**SUPPLIED DATA:**
──────

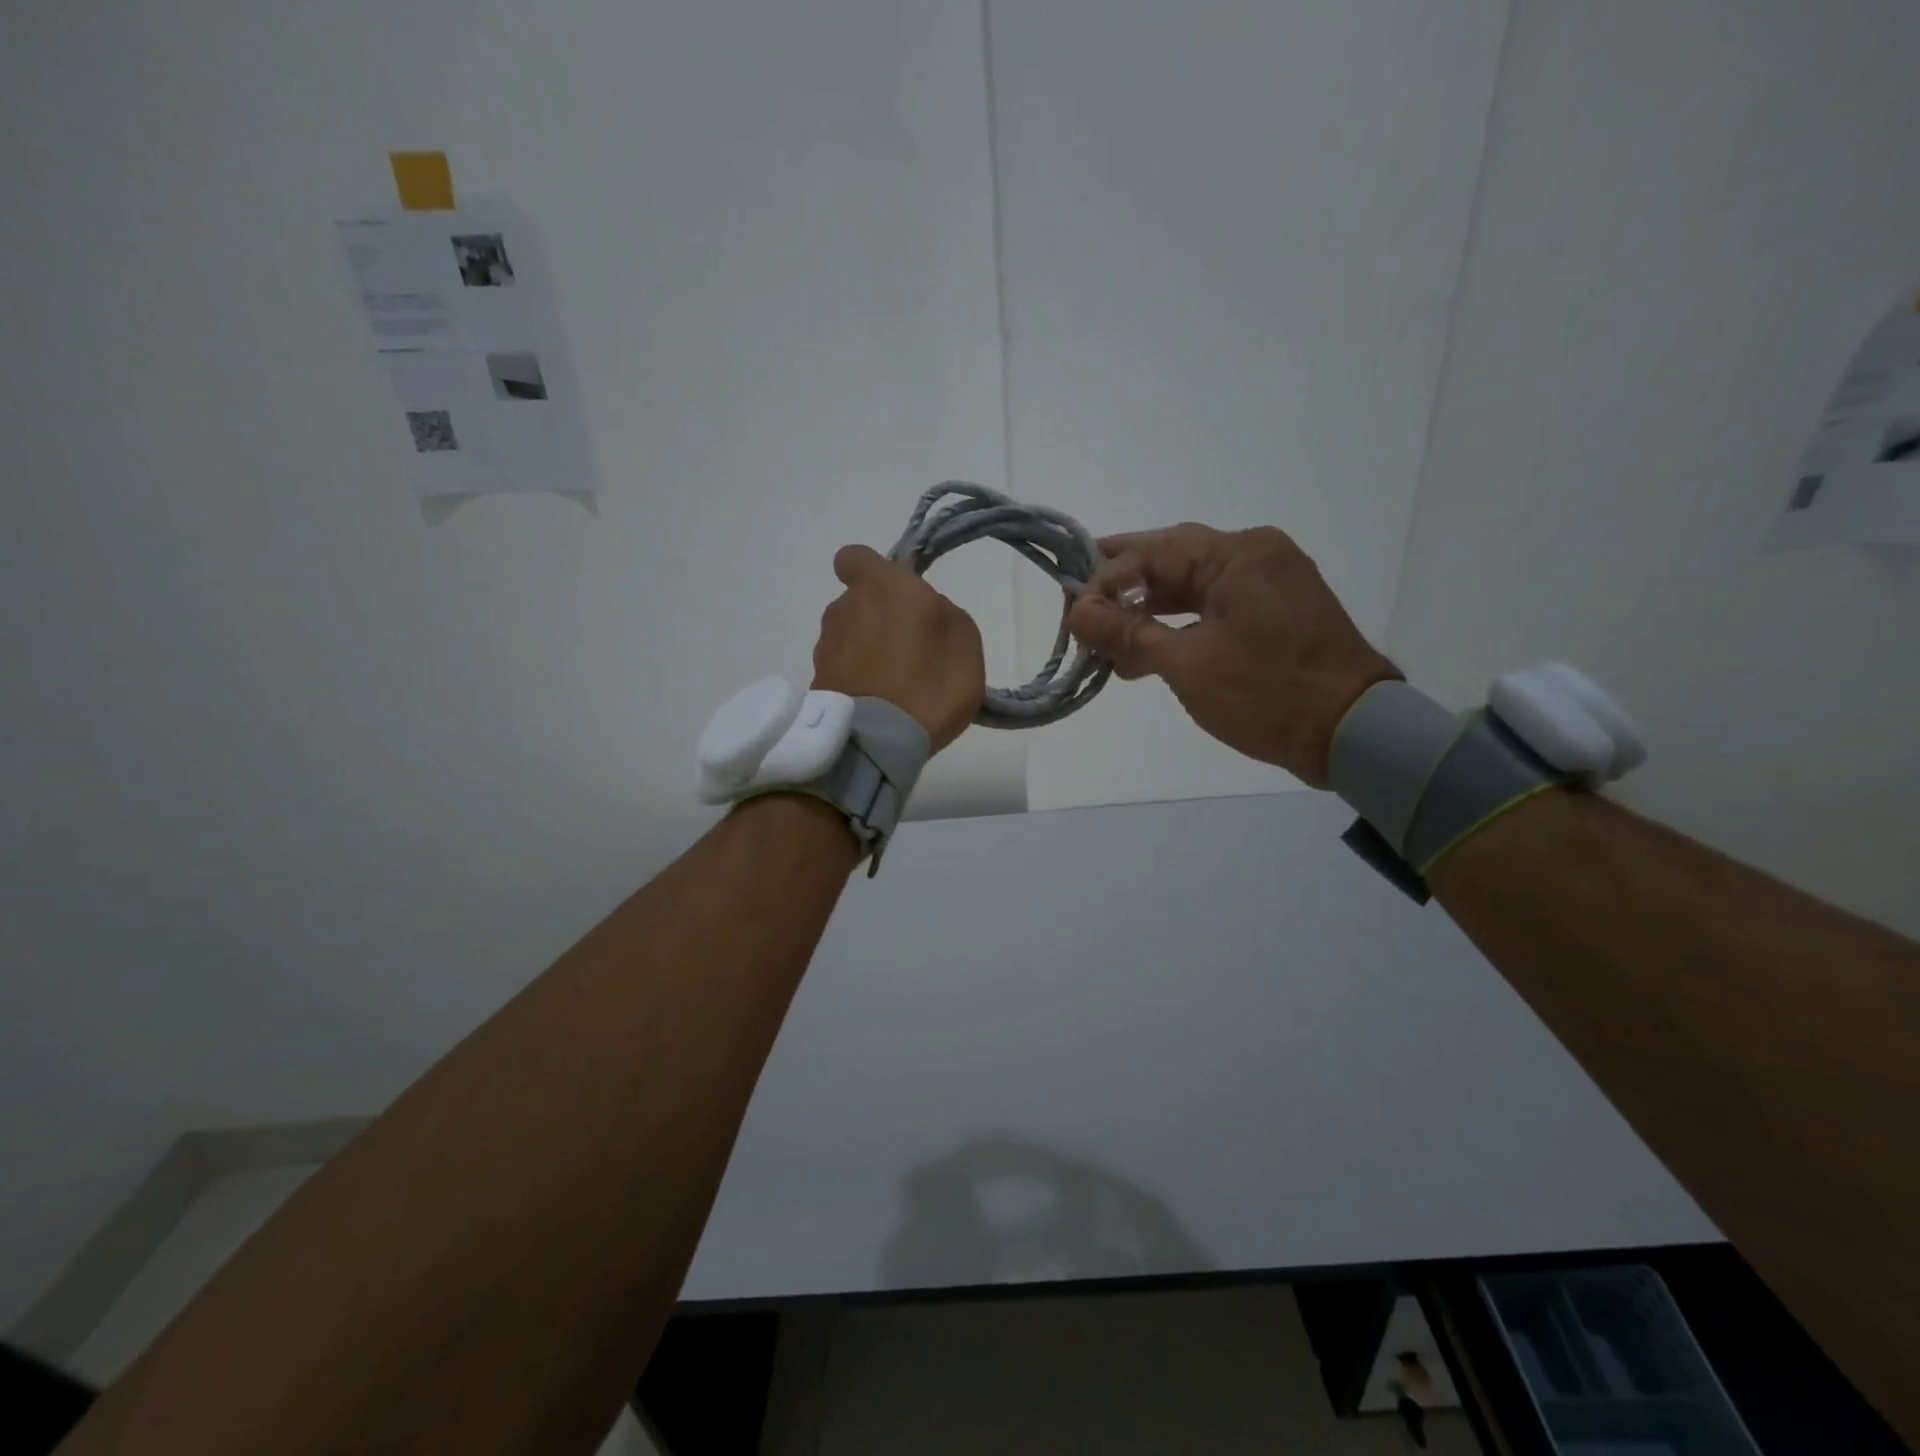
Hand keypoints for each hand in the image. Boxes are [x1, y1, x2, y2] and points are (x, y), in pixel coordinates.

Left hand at [813, 545, 985, 753]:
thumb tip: (924, 613)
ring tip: (894, 686)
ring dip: (866, 652)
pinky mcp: (816, 682)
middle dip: (877, 619)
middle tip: (909, 650)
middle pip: (857, 603)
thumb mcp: (964, 639)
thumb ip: (941, 612)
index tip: (893, 594)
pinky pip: (842, 671)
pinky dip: (857, 681)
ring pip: (848, 637)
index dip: (870, 571)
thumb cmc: (930, 680)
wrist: (879, 741)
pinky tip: (879, 706)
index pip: (854, 557)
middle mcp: (844, 608)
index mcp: (881, 586)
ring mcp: (825, 647)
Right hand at [1064, 524, 1400, 785]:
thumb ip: (1128, 633)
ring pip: (1193, 584)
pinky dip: (1181, 622)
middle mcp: (1256, 554)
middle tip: (1082, 606)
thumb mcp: (1188, 664)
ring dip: (1150, 609)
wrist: (1354, 732)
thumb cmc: (1267, 694)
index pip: (1152, 552)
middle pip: (1173, 558)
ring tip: (1109, 639)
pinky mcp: (1278, 609)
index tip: (1074, 616)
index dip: (1105, 581)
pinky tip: (1150, 649)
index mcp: (1236, 555)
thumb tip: (1077, 613)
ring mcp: (1271, 581)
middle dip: (1124, 585)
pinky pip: (1216, 603)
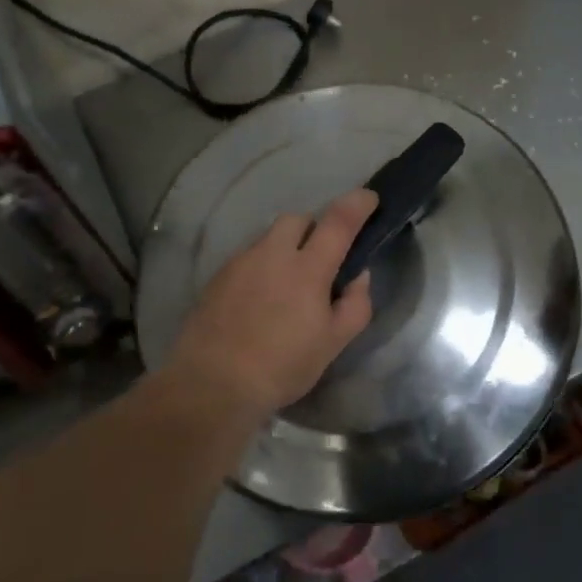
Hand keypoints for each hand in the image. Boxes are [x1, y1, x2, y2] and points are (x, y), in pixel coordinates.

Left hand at [169, 189, 378, 417]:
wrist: (213, 382)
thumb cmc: (282, 366)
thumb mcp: (333, 344)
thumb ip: (355, 305)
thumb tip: (358, 276)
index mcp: (307, 268)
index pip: (338, 221)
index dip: (357, 204)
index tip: (368, 198)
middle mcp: (272, 254)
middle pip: (296, 219)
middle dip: (313, 228)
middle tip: (321, 258)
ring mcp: (240, 263)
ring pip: (268, 238)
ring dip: (284, 248)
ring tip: (286, 285)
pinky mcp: (217, 277)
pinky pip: (246, 258)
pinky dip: (261, 267)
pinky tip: (259, 300)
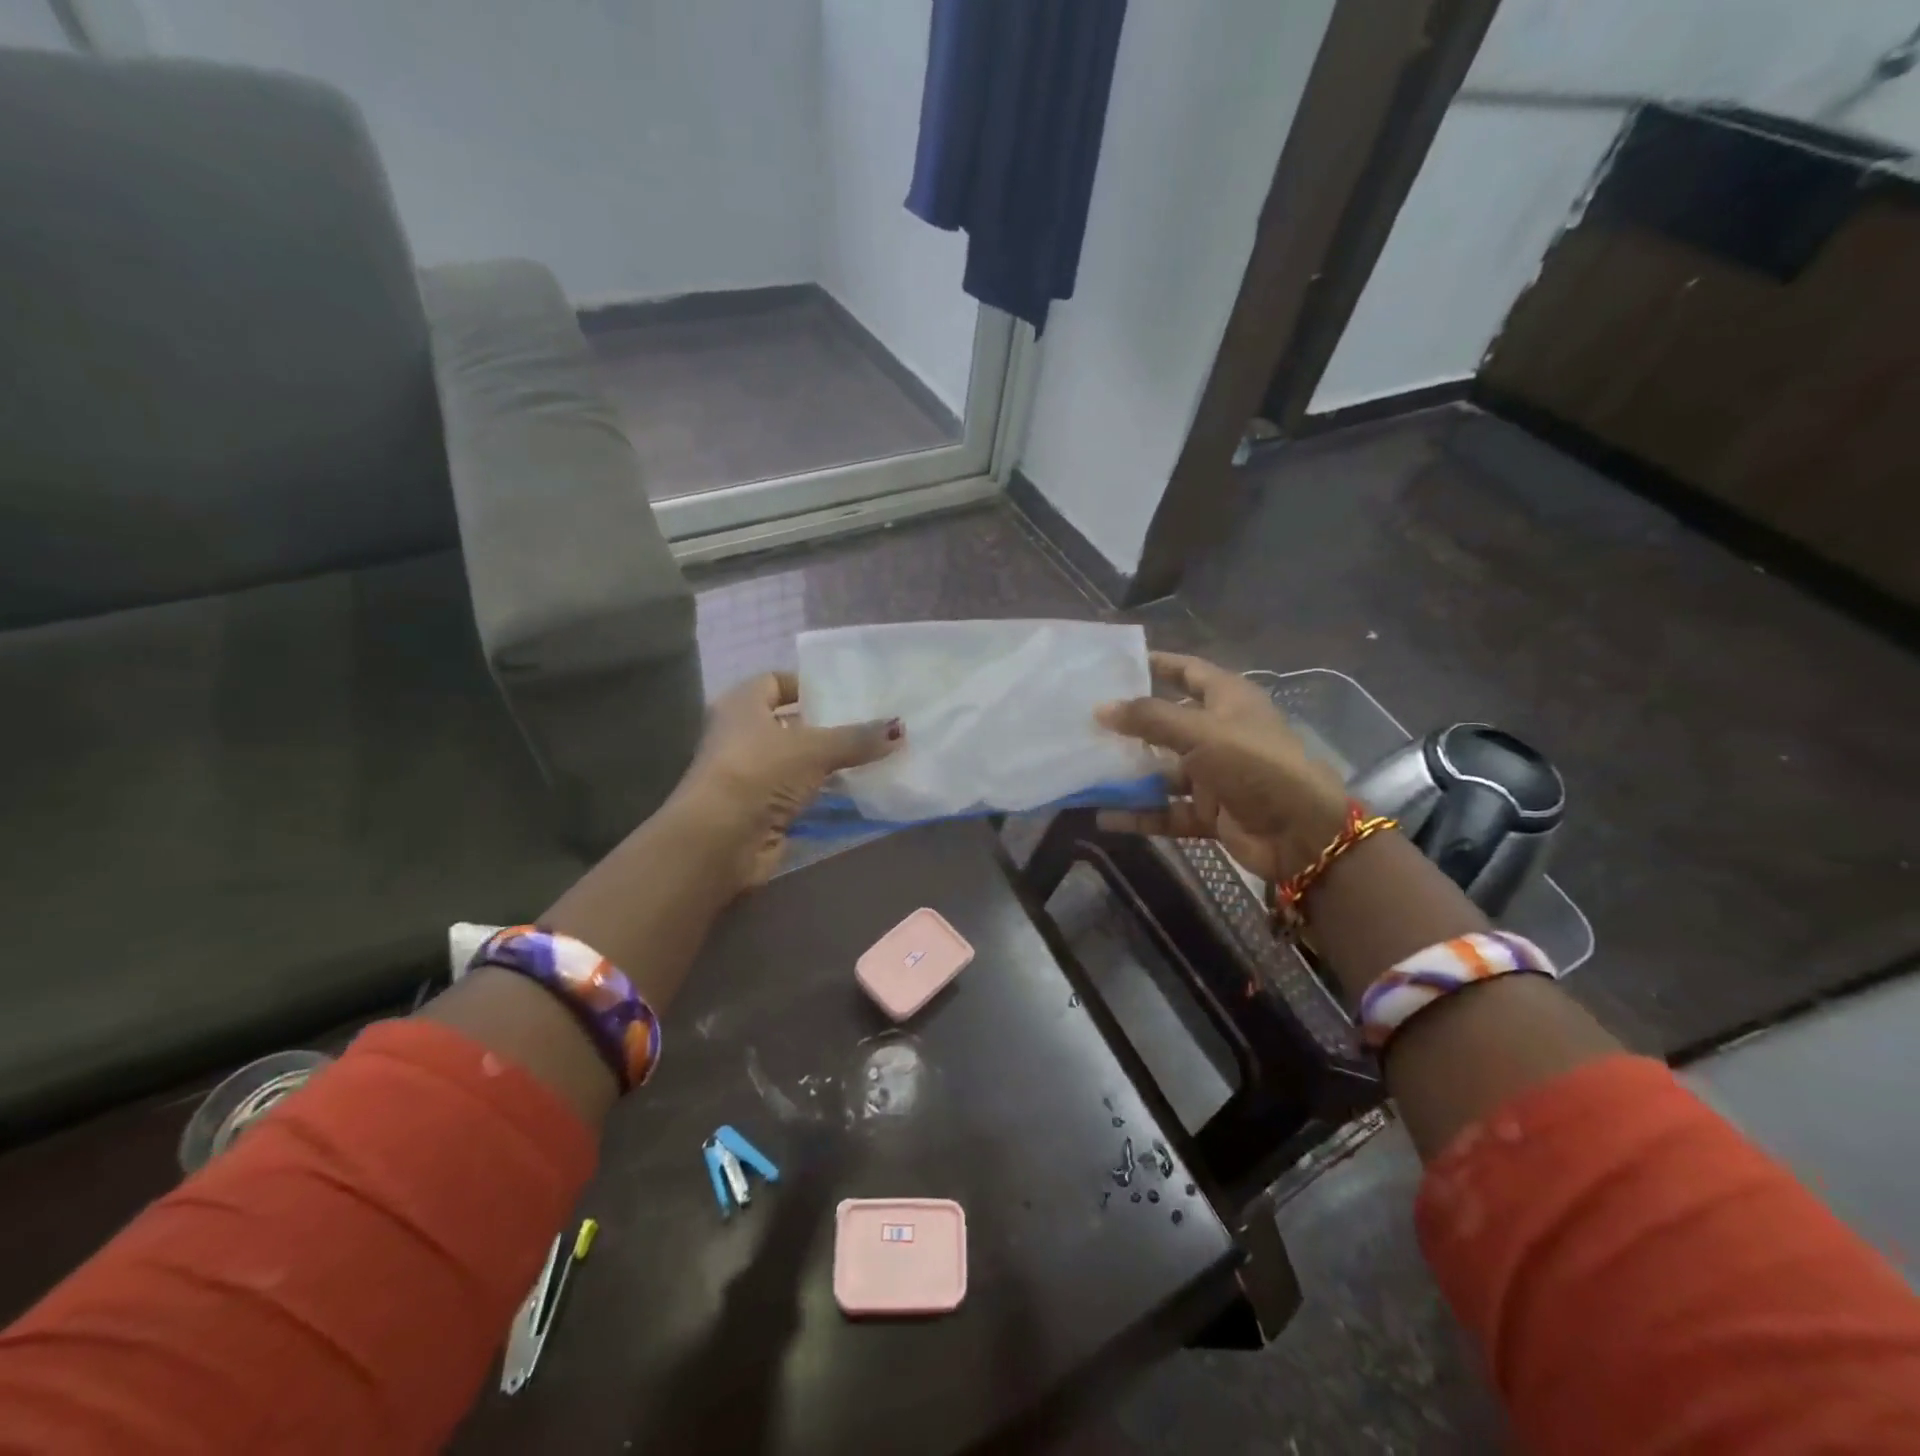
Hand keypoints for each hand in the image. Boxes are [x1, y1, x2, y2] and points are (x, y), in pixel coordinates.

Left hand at [672, 671, 901, 889]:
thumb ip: (857, 738)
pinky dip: (825, 793)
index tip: (846, 692)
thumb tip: (899, 728)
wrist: (720, 840)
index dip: (807, 685)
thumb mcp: (814, 748)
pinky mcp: (762, 810)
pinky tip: (858, 790)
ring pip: (798, 762)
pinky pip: (801, 793)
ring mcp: (751, 776)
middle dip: (828, 725)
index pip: (775, 682)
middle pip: (790, 724)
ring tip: (875, 756)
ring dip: (830, 763)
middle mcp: (741, 736)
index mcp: (741, 705)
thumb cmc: (759, 772)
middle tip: (871, 723)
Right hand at [1094, 653, 1349, 880]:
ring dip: (1128, 774)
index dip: (1157, 665)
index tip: (1115, 665)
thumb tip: (1101, 708)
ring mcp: (1214, 775)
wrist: (1301, 833)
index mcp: (1228, 700)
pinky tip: (1103, 816)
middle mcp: (1220, 733)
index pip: (1188, 672)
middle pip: (1167, 723)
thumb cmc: (1254, 765)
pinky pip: (1166, 810)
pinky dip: (1139, 814)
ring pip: (1162, 771)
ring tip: (1085, 770)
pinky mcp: (1209, 812)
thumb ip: (1149, 719)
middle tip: (1085, 722)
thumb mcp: (1201, 732)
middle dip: (1130, 725)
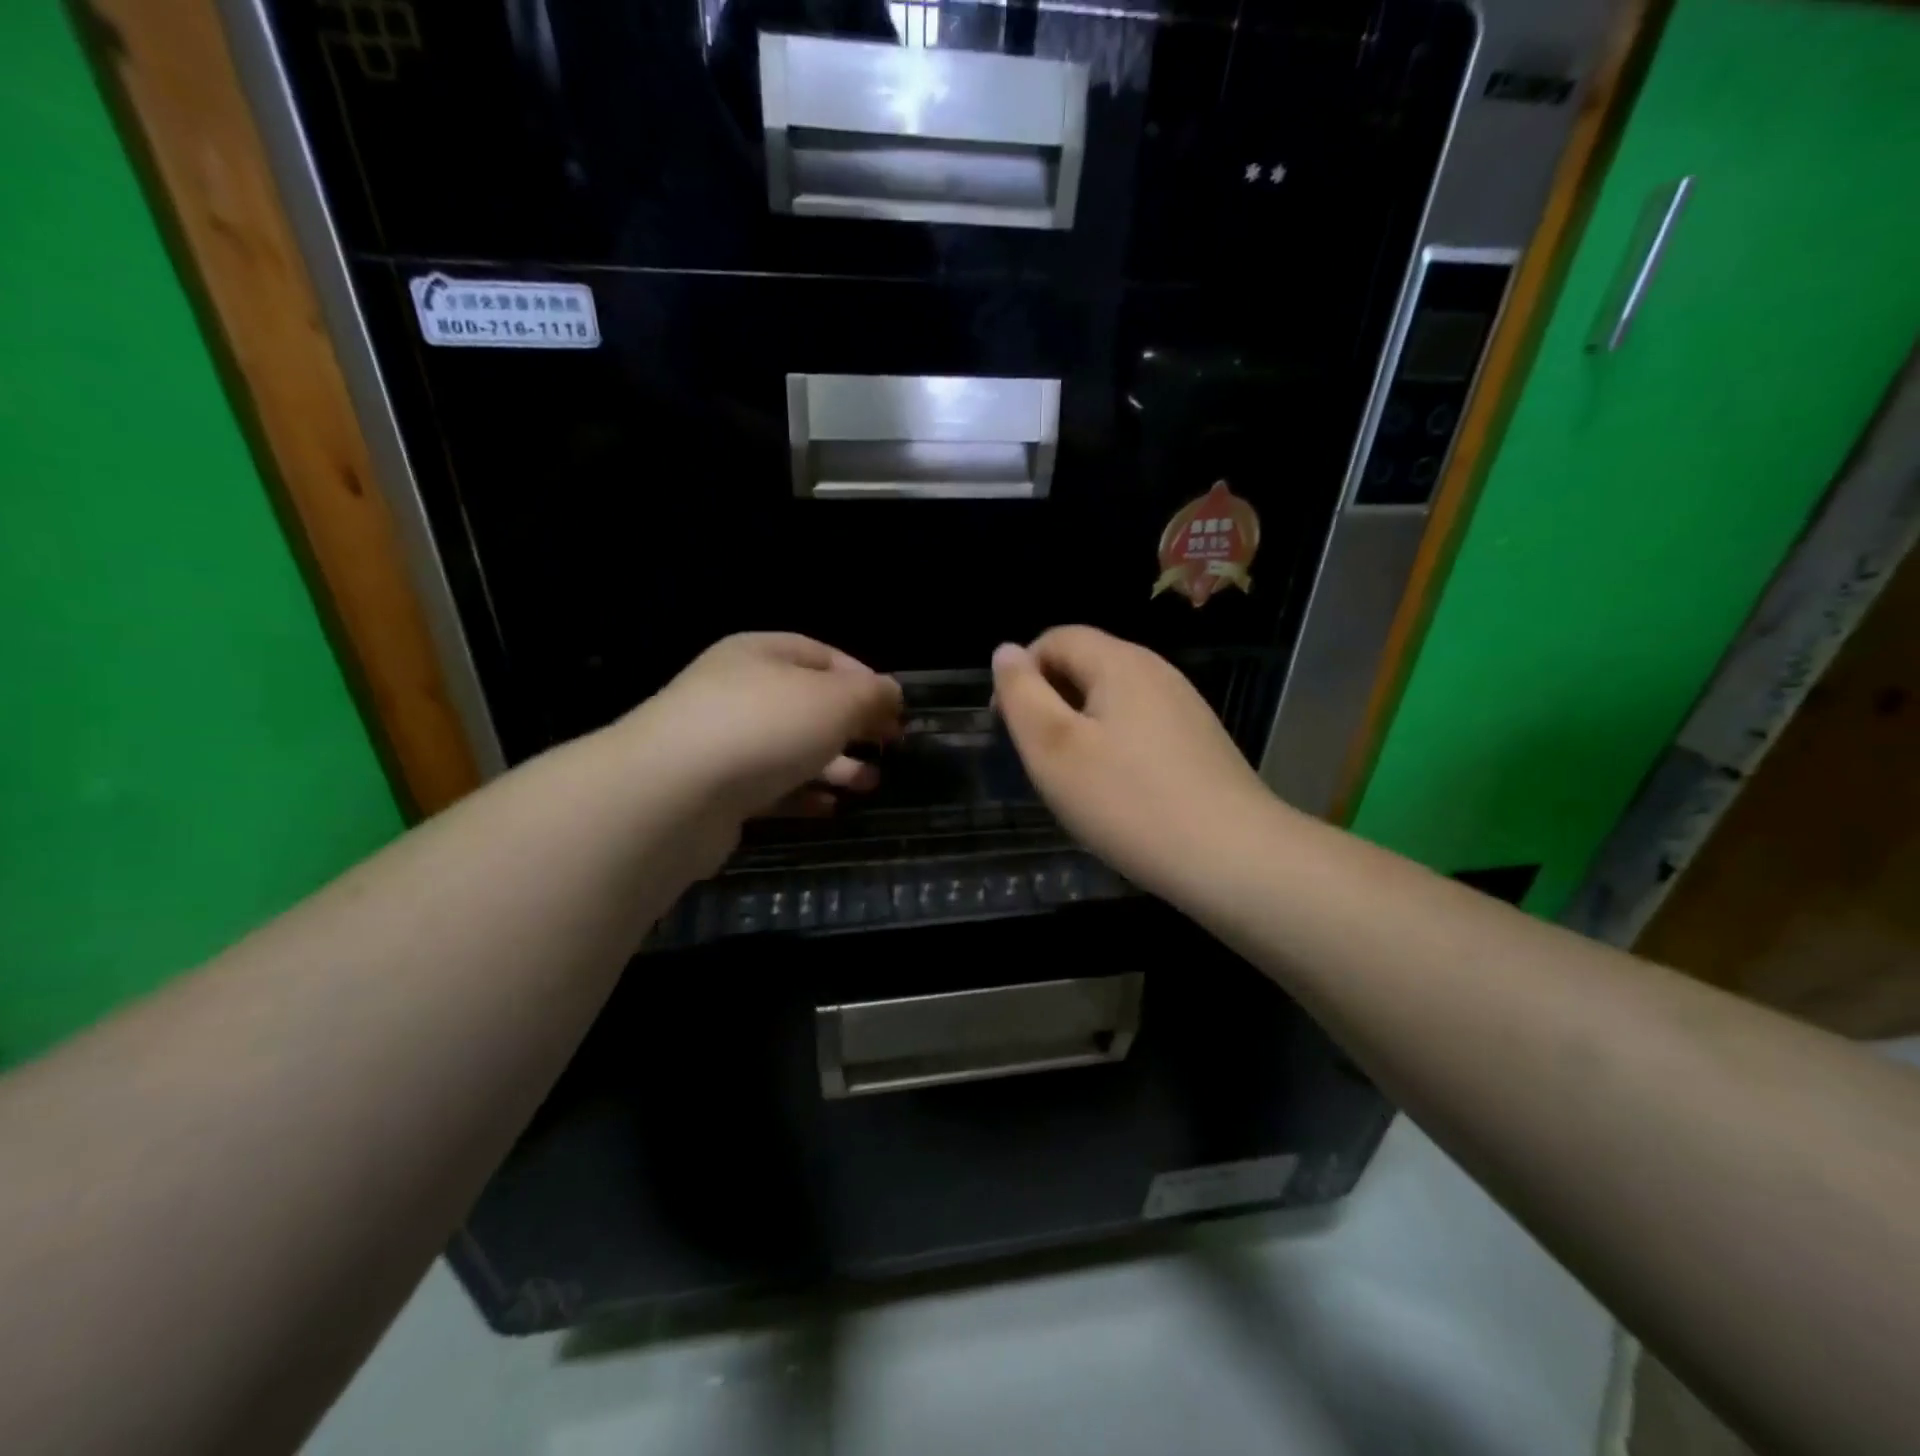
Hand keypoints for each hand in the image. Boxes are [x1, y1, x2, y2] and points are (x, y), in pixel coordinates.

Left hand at [616, 633, 902, 873]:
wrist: (670, 795)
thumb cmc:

──────

**REQUIRED ACTION:**
Only the lines from the top of the material above down to the line bearing "pinky tip: (259, 300)", that line included, should be set down exactly; no pictures.

**EXERCISE RESULT:**
Hand keypoints for each hand in the image. Boxes are [x1, y1, x2, y2] and points are (x, y), in pixel coordinates.

Left hand at [813, 545, 985, 753]:
thumb tip: (924, 613)
ring tip: (894, 686)
ring dip: (866, 652)
pinky mcp: (816, 682)
middle dip: (877, 619)
middle tip: (909, 650)
middle pip: (857, 603)
thumb mcp: (964, 639)
thumb ip: (941, 612)
index tip: (893, 594)
pinky pip: (842, 671)
pinky dip: (857, 681)
ring pip: (848, 637)
index dip: (870, 571)
thumb cmc: (930, 680)
wrist: (879, 741)
pinky tip: (879, 706)
index pip: (854, 557)
middle mcp: (844, 608)
index mcp: (881, 586)
ring mcp: (825, 647)
Right hand at [1064, 524, 1400, 785]:
thumb ip: (1128, 633)
ring pip: (1193, 584)
pinky dip: (1181, 622)
middle mcp: (1256, 554)
middle tip: (1082, 606)
thumb mcp: (1188, 664)
ring dip: (1150, 609)
wrist: (1354, 732)
thumb cmc: (1267, 694)
index pip: (1152, 552)
middle pip: (1173, 558)
ring tip: (1109, 639)
pinky mcp: (1278, 609)
index tip: (1074, 616)
index dip: (1105, 581)
pinky tip: (1150, 649)
index mcp: (1236, 555)
thumb tip: (1077, 613)
ring mcp: (1271, 581)
middle dip: (1124, 585)
pinky pip: (1216, 603)
Hand keypoints for each hand in the image. Boxes are [x1, y1, x2, y2] and points are (x, y), in pixel coordinates.

Left hand at [169, 189, 378, 417]:
wrist: (213, 382)
thumb cmc: (282, 366)
thumb mcp: (333, 344)
thumb ip: (355, 305)
thumb tip: (358, 276)
index mcp: (307, 268)
index pip: (338, 221)
index dip: (357, 204)
index tip: (368, 198)
middle mcp: (272, 254)
middle pip: (296, 219)
middle dip: (313, 228)
middle tip: (321, 258)
ring mcp: (240, 263)
ring pip: (268, 238)
ring dip: (284, 248)
ring tip: (286, 285)
pinky mcp: (217, 277)
pinky pip: (246, 258)
pinky dip: (261, 267)
pinky tip: (259, 300)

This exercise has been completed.